### [Assignment]
Set out exactly, line by line, the stretch of data below that begins at the line containing "Turn all roads" and ends at the line containing "Extract the road", with both ends kept.

━━━ Information provided

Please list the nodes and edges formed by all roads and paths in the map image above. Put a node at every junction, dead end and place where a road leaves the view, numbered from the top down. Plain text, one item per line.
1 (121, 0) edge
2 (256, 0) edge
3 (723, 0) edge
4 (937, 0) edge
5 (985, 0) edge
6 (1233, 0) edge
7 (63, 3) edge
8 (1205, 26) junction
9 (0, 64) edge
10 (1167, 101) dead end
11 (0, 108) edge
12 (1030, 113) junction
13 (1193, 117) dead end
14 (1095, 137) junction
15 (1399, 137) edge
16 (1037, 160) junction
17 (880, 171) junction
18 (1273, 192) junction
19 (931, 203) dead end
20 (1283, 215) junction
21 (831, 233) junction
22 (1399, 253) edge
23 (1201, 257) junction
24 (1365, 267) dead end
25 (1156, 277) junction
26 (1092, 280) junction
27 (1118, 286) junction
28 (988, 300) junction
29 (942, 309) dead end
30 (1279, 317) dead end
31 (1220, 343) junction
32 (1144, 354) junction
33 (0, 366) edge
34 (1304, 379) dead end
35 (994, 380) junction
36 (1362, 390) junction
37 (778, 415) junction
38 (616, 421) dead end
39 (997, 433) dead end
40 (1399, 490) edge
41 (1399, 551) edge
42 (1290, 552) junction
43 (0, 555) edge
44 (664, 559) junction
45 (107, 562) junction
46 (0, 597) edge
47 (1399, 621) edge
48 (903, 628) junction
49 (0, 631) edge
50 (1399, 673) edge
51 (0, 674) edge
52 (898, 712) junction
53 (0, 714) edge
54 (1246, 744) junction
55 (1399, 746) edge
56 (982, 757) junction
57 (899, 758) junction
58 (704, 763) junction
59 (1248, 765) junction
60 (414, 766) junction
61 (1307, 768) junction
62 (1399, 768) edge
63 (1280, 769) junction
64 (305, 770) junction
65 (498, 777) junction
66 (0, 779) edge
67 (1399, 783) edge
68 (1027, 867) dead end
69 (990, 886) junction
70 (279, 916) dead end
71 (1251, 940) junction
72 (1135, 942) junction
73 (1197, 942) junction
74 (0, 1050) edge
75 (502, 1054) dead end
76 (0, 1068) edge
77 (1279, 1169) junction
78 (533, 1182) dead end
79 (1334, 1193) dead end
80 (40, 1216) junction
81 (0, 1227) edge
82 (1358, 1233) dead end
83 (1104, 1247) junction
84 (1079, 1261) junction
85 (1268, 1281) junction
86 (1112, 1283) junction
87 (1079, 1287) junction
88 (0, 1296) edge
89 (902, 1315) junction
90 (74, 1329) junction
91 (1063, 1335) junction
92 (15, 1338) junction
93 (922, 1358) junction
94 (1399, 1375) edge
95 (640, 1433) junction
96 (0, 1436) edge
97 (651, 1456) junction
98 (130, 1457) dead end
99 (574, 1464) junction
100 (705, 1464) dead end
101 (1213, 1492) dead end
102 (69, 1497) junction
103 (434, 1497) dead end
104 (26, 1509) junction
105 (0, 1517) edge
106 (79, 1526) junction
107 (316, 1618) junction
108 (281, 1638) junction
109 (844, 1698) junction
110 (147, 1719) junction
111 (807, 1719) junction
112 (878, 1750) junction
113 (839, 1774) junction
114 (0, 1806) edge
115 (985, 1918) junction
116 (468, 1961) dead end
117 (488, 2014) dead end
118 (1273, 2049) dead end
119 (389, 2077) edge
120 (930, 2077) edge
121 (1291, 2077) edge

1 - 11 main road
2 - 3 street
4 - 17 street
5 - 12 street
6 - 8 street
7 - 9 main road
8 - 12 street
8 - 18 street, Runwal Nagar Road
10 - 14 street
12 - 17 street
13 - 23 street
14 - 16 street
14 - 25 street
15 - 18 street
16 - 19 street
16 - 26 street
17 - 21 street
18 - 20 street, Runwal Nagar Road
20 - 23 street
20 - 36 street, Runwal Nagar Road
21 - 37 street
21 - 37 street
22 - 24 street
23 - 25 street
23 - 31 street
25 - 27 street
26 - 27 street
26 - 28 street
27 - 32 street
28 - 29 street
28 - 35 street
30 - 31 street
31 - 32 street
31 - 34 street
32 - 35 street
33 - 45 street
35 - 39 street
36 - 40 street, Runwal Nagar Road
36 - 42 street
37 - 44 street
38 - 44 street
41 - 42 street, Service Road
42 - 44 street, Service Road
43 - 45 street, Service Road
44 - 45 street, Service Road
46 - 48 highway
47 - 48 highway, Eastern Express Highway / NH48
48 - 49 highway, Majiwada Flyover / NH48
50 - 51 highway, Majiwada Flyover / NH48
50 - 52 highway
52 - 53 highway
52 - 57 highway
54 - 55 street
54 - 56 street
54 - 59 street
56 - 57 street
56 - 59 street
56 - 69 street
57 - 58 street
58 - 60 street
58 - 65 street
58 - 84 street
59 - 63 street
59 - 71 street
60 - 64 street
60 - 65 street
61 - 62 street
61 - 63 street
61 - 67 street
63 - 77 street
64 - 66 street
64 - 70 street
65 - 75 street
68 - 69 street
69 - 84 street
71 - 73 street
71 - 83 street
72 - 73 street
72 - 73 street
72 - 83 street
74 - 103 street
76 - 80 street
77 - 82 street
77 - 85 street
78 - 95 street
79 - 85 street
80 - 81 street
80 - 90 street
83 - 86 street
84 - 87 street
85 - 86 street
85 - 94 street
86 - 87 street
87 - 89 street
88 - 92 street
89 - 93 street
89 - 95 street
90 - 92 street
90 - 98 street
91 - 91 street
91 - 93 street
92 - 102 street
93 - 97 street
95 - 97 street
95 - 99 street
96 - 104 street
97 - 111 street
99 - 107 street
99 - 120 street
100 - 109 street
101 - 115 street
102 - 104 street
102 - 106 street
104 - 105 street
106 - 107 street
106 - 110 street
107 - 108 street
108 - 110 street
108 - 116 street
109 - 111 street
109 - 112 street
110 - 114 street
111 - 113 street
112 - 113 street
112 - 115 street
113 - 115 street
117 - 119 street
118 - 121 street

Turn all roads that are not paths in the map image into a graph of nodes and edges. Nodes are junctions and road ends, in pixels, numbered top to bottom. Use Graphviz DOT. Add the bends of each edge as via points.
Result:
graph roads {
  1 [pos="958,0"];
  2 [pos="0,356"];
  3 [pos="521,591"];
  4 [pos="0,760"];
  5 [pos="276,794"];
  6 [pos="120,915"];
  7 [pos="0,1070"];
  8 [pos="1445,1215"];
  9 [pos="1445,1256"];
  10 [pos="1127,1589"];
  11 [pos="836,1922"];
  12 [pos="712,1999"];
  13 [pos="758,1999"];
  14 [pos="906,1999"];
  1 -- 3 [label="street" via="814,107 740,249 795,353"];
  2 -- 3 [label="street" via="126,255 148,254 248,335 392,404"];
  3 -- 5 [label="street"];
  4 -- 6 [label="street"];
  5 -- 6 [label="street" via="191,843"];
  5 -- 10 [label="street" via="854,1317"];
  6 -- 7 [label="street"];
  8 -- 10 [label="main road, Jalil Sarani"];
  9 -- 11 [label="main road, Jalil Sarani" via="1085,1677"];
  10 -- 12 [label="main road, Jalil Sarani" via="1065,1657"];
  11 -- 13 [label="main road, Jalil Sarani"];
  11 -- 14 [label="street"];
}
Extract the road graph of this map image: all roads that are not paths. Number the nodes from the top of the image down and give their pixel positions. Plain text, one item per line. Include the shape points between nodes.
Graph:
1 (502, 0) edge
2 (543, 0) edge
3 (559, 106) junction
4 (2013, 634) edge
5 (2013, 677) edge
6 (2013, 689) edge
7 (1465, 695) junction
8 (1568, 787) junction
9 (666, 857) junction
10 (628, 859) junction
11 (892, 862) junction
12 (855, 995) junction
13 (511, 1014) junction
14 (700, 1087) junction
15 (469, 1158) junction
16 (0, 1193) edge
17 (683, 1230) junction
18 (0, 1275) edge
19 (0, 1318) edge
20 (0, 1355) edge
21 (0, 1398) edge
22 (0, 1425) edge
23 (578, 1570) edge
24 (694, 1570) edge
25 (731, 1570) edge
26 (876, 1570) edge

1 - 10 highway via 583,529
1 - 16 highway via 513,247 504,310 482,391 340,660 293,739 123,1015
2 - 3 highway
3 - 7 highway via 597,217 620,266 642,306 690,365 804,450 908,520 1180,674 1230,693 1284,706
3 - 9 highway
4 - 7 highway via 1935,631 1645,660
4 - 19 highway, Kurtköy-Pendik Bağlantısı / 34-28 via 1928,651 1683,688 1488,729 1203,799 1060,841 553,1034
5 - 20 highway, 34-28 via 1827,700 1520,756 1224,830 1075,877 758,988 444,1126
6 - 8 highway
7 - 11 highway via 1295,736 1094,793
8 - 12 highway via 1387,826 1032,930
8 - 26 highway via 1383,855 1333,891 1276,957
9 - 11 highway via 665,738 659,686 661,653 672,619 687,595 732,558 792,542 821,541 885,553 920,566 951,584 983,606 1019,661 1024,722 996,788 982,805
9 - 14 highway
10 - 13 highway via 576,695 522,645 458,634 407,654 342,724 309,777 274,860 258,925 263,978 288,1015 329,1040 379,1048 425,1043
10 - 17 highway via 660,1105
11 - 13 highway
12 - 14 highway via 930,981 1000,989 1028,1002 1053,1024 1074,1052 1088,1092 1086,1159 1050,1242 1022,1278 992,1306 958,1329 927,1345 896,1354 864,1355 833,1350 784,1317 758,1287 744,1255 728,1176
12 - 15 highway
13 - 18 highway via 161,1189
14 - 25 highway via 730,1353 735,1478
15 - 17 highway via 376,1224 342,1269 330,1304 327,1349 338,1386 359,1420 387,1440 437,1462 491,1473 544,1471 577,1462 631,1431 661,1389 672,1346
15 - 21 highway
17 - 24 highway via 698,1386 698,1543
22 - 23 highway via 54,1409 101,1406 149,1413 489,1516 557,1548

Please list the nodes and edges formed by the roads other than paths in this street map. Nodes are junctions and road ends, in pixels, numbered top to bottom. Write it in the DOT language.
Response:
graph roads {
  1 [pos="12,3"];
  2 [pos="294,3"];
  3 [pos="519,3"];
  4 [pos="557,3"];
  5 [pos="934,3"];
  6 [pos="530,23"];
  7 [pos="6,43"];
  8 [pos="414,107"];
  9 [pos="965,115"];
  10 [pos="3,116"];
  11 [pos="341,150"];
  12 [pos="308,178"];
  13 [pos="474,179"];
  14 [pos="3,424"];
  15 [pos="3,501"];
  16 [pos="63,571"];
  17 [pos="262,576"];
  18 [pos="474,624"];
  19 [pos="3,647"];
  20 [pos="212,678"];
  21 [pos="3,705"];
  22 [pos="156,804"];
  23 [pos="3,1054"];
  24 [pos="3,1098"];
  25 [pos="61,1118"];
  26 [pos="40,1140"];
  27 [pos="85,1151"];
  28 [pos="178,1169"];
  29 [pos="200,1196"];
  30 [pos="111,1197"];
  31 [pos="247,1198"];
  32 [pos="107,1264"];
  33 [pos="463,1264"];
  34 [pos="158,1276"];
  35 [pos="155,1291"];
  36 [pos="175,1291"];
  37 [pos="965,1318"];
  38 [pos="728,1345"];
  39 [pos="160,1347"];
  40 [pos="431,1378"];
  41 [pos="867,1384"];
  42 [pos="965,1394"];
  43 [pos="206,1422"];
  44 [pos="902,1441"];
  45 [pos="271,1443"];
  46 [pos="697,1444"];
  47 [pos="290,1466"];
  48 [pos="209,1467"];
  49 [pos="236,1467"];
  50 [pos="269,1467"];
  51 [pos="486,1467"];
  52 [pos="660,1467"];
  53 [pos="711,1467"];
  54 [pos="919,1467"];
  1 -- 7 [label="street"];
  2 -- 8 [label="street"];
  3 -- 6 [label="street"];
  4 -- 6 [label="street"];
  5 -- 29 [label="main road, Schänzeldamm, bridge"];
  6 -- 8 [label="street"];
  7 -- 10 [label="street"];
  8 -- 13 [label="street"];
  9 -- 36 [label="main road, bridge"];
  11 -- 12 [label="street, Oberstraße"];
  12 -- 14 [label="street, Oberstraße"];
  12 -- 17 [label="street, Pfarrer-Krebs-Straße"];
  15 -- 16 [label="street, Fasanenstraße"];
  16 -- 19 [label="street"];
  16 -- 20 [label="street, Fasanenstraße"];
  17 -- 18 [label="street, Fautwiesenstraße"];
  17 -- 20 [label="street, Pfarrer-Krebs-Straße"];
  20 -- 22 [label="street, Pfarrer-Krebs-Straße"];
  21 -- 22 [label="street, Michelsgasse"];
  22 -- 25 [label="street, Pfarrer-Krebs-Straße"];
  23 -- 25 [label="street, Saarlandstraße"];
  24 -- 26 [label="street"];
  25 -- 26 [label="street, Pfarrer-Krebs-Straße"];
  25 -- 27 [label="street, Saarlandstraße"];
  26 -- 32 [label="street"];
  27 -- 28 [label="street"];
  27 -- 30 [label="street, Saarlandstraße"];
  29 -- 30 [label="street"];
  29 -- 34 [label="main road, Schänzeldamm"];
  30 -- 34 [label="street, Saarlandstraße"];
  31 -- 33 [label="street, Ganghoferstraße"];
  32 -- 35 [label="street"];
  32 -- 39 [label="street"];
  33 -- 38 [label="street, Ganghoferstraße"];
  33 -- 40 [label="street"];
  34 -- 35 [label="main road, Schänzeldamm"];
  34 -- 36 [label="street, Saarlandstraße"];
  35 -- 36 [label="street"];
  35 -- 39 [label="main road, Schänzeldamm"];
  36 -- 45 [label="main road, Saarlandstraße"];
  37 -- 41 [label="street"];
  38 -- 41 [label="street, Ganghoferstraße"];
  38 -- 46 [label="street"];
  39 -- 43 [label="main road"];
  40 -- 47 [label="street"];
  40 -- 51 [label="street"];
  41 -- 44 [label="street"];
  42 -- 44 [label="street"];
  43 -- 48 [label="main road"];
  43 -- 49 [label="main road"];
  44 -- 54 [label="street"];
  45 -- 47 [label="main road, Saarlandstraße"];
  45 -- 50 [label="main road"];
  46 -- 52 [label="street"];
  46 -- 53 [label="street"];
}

━━━━━━

### [Answer space]
Turn all roads that are not paths in the map image into a graph of nodes and edges. Nodes are junctions and road ends, in pixels, numbered top to bottom. Use Graphviz DOT. Add the bends of each edge as via points.
Result:
graph roads {
  1 [pos="958,0"];
  2 [pos="0,356"];
  3 [pos="521,591"];
  4 [pos="0,760"];
  5 [pos="276,794"];
  6 [pos="120,915"];
  7 [pos="0,1070"];
  8 [pos="1445,1215"];
  9 [pos="1445,1256"];
  10 [pos="1127,1589"];
  11 [pos="836,1922"];
  12 [pos="712,1999"];
  13 [pos="758,1999"];
  14 [pos="906,1999"];
  1 -- 3 [label="street" via="814,107 740,249 795,353"];
  2 -- 3 [label="street" via="126,255 148,254 248,335 392,404"];
  3 -- 5 [label="street"];
  4 -- 6 [label="street"];
  5 -- 6 [label="street" via="191,843"];
  5 -- 10 [label="street" via="854,1317"];
  6 -- 7 [label="street"];
  8 -- 10 [label="main road, Jalil Sarani"];
  9 -- 11 [label="main road, Jalil Sarani" via="1085,1677"];
  10 -- 12 [label="main road, Jalil Sarani" via="1065,1657"];
  11 -- 13 [label="main road, Jalil Sarani"];
  11 -- 14 [label="street"];
}
Extract the road graph of this map image: all roads that are not paths. Number the nodes from the top of the image down and give their pixel positions. Plain text, one item per line. Include the shape points between nodes.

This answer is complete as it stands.